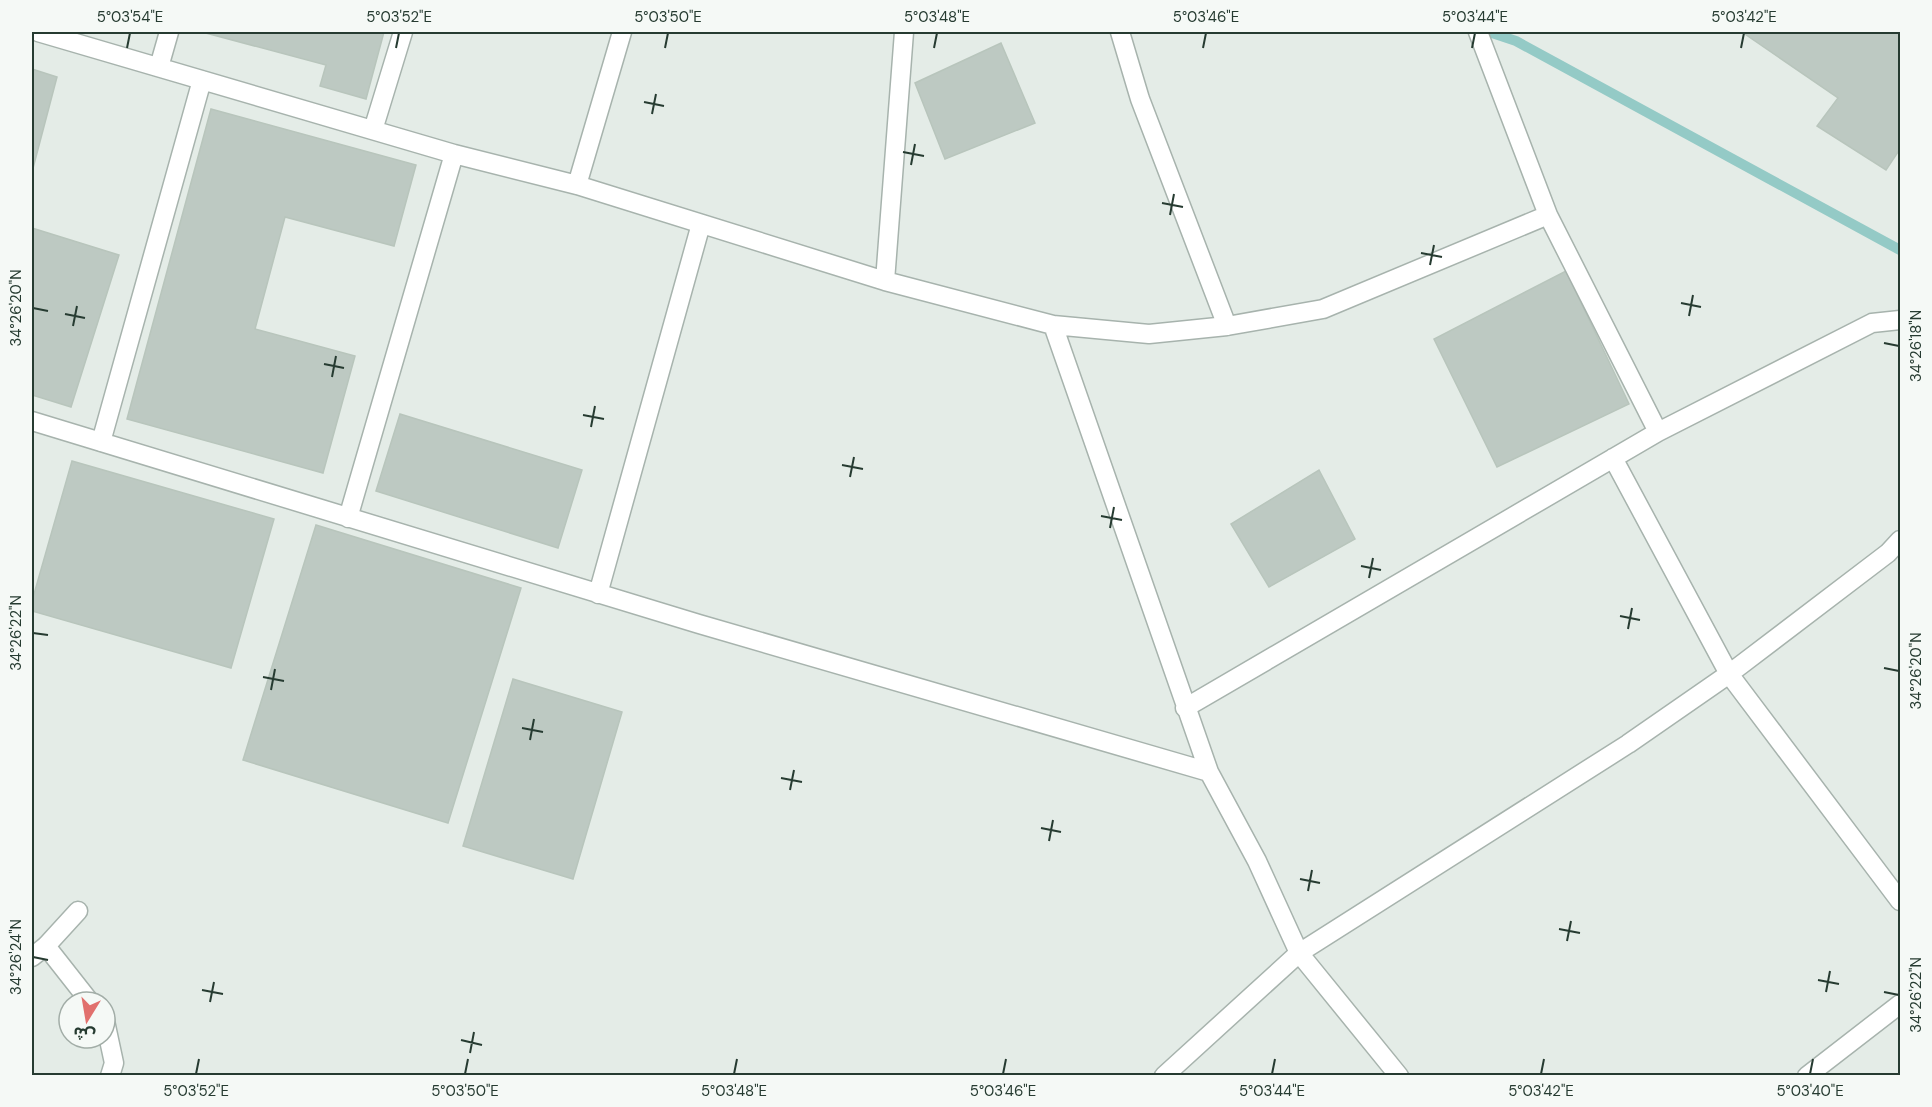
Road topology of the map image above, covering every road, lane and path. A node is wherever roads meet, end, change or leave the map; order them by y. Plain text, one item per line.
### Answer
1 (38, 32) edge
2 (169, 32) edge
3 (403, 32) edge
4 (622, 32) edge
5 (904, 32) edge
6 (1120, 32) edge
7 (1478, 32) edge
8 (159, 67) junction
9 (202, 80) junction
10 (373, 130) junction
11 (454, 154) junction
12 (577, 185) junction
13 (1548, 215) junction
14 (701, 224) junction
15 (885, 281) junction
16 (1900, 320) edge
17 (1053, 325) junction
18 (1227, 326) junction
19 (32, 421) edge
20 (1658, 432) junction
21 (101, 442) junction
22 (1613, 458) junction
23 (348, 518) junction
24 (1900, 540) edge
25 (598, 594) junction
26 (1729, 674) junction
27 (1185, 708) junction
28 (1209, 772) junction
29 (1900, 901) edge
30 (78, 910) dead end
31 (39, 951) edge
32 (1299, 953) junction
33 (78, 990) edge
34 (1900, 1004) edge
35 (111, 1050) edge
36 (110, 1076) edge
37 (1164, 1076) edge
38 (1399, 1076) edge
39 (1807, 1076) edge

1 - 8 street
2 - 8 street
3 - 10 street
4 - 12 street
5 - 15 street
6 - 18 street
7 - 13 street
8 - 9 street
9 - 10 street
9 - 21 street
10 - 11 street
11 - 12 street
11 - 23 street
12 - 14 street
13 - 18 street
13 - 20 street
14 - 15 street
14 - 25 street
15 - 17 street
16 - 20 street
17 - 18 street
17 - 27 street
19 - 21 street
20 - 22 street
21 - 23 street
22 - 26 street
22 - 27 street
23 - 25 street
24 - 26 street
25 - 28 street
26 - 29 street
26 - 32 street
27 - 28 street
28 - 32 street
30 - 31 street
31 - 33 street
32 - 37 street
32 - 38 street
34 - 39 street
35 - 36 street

* * * *

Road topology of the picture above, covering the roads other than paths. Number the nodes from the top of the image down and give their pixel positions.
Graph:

* * * *

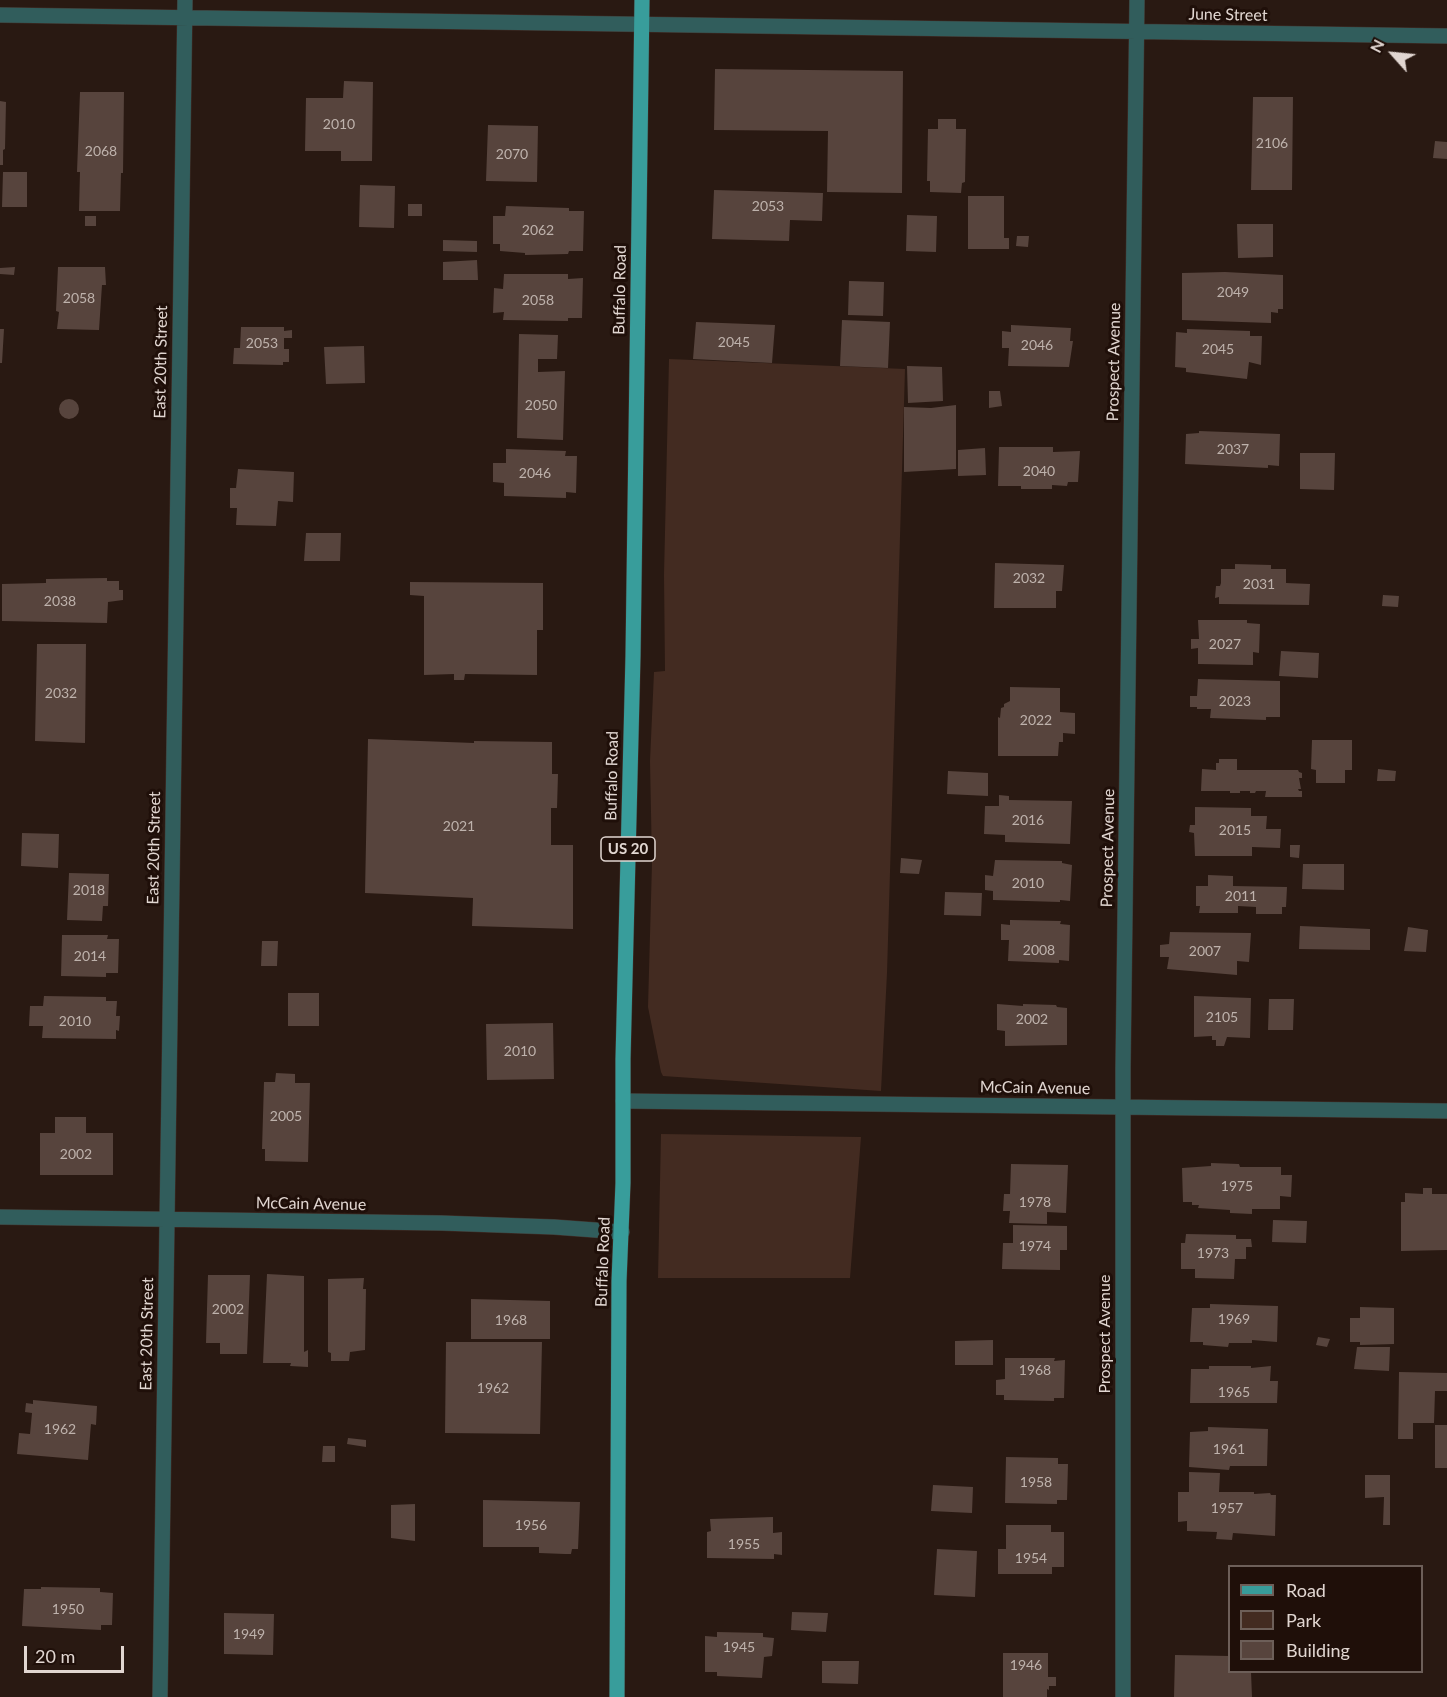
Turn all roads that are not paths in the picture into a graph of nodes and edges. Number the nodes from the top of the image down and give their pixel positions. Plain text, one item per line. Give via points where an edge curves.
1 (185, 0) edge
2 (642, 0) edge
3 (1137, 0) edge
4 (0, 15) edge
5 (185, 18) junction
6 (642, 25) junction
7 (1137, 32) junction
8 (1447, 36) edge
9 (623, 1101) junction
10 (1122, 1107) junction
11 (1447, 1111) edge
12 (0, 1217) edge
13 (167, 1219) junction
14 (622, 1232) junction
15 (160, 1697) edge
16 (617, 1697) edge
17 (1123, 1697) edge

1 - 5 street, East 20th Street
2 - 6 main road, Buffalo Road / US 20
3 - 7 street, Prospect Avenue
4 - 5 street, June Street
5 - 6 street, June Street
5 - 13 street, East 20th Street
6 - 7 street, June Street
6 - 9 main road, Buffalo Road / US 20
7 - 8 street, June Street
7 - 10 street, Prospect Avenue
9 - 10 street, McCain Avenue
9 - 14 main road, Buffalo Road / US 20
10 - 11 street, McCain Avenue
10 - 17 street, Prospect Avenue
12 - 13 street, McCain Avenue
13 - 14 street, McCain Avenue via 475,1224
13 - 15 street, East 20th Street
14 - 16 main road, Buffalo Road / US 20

* * * *

Prompt:
Search the material above for the word "topology", then copy each line that holds it.

Result below:
Road topology of the map image above, covering every road, lane and path. A node is wherever roads meet, end, change or leave the map; order them by y. Plain text, one item per line.
Road topology of the picture above, covering the roads other than paths. Number the nodes from the top of the image down and give their pixel positions.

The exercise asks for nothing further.